The Supreme Court is now considering how it will go about destroying the ability of the federal government to deal effectively with climate change. The situation is explained at length here I’ll just quote the gist, which is long enough:
West Virginia v. Environmental Protection Agency is one of the most frustrating cases that the Supreme Court has heard in many years. It involves an Obama-era environmental regulation that never took effect, that President Joe Biden’s administration has no intention of reinstating, and that imposed such minimal obligations on power plants that it’s not clear the regulation really required them to do anything in the first place.
But a majority of the Supreme Court appears likely to strike down this undead environmental regulation after Monday morning’s oral arguments in the West Virginia case, even though the conservative justices seem to have struggled to figure out how they could write an opinion that actually does so.
Depending on how they decide to resolve that question, a decision striking this zombie regulation could potentially gut the EPA’s ability to control emissions from power plants.

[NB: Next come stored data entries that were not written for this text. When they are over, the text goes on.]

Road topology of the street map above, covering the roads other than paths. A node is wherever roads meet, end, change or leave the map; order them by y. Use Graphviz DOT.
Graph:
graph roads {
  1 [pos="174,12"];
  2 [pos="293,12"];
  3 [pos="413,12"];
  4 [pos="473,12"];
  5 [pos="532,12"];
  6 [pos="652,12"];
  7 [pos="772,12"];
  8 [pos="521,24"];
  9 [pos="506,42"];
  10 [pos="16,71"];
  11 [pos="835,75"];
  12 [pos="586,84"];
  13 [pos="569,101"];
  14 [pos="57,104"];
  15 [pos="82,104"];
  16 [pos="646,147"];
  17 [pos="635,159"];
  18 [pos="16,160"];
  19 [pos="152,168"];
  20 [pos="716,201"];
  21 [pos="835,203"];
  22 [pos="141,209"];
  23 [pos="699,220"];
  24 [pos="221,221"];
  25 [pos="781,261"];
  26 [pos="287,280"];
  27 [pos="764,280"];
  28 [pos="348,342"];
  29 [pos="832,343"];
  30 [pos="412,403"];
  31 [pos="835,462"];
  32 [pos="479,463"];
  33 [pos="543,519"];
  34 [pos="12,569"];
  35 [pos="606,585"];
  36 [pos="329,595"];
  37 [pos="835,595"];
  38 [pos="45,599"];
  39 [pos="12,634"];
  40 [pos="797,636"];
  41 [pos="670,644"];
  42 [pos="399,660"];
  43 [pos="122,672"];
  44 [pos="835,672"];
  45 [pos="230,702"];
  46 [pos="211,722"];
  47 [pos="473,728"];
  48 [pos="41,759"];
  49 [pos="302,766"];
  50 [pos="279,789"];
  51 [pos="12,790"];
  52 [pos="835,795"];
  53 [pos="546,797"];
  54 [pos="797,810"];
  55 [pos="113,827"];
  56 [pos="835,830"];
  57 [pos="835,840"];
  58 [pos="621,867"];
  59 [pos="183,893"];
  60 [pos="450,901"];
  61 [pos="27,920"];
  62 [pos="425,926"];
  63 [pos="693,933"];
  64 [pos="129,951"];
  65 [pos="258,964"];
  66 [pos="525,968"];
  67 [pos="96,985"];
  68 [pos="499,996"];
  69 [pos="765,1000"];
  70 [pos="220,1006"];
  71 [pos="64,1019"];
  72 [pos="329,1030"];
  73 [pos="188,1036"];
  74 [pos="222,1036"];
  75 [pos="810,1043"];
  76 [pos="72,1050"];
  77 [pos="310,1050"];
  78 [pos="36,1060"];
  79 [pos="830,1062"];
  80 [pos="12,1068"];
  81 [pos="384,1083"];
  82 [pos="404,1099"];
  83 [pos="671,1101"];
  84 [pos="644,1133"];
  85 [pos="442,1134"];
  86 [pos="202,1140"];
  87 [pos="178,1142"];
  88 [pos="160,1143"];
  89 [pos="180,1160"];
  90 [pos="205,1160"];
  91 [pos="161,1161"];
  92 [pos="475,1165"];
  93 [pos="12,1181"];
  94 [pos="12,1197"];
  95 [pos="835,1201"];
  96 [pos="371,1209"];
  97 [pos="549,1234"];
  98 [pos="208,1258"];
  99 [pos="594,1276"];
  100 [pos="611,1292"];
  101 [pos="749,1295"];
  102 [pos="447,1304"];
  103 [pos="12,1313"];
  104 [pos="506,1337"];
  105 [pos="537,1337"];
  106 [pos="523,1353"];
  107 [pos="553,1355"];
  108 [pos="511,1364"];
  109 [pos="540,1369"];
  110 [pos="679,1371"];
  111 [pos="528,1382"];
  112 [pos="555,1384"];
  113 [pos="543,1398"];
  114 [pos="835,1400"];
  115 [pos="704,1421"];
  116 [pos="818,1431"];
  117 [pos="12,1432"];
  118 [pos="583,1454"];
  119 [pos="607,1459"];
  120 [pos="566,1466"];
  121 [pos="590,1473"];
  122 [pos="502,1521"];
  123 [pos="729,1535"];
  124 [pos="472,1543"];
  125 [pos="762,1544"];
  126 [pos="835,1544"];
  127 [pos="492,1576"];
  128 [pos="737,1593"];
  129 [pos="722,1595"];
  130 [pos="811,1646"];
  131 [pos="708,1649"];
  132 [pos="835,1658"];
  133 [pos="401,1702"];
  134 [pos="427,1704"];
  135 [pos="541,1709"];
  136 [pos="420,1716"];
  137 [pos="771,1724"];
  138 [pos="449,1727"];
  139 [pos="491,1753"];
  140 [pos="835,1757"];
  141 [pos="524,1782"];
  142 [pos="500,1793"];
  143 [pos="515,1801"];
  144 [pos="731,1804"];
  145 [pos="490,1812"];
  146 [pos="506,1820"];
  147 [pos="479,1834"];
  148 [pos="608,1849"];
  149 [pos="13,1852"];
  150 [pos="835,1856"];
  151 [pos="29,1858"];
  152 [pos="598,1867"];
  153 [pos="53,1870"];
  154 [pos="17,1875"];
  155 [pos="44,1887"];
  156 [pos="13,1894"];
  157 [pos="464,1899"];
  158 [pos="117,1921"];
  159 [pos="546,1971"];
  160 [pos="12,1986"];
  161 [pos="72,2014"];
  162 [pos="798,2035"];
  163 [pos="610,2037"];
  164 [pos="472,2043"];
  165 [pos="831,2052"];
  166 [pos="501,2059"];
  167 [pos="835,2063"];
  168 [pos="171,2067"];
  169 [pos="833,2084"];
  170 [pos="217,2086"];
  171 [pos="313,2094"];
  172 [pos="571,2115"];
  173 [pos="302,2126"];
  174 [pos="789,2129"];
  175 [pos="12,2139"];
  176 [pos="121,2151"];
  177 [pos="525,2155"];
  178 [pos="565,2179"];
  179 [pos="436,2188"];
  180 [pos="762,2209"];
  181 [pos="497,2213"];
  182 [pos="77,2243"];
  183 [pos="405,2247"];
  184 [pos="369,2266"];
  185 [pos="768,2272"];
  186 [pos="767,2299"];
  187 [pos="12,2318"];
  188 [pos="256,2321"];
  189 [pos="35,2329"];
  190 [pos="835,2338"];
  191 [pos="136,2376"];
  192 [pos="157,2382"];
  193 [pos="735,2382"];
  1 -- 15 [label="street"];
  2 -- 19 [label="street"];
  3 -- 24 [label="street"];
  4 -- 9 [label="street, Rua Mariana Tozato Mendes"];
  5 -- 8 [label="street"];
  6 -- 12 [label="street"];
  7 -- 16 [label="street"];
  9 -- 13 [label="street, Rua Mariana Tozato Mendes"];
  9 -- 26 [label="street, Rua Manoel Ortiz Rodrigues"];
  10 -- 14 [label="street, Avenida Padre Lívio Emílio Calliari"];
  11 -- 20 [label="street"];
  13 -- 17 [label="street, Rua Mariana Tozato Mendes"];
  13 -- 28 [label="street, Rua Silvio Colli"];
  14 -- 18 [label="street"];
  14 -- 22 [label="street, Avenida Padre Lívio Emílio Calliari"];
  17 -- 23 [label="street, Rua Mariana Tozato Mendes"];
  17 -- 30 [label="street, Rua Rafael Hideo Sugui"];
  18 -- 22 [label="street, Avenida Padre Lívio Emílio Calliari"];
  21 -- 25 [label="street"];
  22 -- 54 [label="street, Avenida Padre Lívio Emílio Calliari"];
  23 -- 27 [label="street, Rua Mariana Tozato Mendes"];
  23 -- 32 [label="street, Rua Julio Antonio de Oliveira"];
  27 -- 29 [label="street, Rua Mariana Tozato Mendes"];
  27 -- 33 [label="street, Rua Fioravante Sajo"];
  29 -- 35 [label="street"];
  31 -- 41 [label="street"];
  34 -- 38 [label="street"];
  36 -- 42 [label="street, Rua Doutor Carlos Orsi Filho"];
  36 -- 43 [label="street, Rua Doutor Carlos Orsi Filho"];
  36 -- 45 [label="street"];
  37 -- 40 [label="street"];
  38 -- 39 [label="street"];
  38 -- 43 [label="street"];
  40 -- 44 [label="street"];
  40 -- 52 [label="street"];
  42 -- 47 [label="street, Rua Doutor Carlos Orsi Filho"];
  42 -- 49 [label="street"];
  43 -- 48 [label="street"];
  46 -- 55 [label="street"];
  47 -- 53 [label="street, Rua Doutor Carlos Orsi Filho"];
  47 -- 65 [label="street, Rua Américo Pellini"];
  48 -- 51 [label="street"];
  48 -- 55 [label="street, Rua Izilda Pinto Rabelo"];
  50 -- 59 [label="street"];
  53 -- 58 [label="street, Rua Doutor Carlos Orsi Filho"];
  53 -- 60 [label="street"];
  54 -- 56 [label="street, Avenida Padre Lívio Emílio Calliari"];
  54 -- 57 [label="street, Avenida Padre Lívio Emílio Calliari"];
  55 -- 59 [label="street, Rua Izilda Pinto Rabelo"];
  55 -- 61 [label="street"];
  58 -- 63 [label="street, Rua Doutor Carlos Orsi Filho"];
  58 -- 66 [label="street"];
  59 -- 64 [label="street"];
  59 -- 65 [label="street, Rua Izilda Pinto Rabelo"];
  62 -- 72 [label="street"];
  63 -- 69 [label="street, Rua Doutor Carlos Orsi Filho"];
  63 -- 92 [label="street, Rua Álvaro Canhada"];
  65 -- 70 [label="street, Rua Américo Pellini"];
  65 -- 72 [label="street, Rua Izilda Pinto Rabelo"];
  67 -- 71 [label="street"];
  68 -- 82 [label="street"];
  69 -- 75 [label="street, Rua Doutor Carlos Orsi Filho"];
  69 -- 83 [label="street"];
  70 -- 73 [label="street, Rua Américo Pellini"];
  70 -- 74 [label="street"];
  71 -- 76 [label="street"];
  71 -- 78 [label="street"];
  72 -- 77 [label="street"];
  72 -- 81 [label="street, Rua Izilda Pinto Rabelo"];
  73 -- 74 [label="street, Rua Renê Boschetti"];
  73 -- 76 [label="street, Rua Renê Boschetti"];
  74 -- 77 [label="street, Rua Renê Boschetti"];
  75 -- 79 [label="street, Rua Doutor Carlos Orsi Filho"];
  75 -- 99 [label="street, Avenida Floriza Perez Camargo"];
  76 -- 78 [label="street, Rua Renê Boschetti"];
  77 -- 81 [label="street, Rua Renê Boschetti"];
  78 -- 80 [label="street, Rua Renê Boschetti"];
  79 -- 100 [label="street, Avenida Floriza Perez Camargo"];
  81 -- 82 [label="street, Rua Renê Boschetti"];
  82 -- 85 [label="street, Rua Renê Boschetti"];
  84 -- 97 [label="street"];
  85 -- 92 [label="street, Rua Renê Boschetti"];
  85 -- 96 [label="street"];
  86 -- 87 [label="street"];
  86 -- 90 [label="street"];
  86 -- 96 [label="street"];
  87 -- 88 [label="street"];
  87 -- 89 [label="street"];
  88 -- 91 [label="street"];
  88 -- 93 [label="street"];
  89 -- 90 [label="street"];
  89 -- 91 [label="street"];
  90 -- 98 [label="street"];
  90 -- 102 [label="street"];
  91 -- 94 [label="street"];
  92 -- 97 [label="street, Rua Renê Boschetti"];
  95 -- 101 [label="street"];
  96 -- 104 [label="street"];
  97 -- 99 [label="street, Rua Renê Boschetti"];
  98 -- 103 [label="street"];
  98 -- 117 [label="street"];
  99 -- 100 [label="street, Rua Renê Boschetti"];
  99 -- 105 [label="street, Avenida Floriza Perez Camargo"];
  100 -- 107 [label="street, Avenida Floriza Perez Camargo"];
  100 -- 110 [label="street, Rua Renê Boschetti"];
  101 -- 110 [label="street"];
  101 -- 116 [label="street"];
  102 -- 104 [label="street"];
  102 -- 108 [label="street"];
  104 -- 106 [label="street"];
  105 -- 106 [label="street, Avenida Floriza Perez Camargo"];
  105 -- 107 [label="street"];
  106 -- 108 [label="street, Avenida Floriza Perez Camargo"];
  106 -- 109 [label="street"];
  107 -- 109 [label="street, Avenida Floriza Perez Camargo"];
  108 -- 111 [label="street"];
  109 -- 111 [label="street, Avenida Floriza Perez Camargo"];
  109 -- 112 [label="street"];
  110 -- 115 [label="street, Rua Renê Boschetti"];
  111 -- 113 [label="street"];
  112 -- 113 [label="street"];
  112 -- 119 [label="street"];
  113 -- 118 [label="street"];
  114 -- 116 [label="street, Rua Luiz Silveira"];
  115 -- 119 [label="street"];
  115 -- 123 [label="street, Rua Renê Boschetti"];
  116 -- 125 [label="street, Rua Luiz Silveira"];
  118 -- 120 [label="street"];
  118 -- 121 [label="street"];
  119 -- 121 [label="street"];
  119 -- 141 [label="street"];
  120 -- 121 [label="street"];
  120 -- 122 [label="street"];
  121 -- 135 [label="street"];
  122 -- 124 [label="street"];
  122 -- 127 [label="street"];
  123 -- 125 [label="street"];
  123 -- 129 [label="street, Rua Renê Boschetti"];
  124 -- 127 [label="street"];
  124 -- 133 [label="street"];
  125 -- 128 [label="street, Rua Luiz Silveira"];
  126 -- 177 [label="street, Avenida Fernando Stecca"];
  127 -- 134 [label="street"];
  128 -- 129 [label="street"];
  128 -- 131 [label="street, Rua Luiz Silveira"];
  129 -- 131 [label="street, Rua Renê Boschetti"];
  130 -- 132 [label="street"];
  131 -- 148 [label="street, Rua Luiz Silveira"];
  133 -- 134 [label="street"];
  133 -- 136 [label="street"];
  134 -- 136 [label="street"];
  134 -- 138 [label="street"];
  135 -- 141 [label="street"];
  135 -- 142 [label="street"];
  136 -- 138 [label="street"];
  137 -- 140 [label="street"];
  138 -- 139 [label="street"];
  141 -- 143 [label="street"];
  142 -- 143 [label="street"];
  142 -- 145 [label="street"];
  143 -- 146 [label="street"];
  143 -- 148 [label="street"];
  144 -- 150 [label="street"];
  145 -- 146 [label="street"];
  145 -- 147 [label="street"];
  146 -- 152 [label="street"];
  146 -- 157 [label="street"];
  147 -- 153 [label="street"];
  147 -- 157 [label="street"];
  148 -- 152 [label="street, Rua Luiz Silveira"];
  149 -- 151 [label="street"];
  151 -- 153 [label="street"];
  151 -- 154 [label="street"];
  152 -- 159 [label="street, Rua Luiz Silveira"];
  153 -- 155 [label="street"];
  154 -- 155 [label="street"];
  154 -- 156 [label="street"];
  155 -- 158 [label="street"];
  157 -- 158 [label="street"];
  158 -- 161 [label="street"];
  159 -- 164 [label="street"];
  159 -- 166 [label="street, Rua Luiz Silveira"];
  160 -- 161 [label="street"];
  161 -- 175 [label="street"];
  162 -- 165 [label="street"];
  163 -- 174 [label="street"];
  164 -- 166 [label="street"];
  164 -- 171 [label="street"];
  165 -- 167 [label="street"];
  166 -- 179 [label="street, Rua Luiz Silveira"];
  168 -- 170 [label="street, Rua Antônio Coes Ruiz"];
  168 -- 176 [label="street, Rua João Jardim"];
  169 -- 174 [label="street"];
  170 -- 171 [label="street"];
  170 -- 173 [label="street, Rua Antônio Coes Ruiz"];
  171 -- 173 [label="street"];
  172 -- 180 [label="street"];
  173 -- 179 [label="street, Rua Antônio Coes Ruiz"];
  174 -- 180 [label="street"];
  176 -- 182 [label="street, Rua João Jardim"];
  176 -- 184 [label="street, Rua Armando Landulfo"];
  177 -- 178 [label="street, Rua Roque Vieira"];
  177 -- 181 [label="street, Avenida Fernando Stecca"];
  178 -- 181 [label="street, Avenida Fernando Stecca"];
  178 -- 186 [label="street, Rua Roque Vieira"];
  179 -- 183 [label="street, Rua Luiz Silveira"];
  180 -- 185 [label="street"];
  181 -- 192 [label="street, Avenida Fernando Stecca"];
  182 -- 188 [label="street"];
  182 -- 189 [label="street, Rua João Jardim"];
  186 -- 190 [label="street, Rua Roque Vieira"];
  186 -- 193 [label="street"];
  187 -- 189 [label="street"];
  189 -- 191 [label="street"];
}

West Virginia concerns the Clean Power Plan (CPP), a 2015 policy that was widely touted as President Barack Obama’s most ambitious effort to fight climate change when it was announced. Obama’s Environmental Protection Agency projected that the CPP would lower carbon emissions from US power plants by about a third from where they stood in 2005.
But the CPP turned out to be cursed. In a party-line vote in 2016, the Supreme Court suspended the plan before it could actually do anything. Then Donald Trump became president, and Trump’s EPA formally repealed the CPP and replaced it with a much weaker rule.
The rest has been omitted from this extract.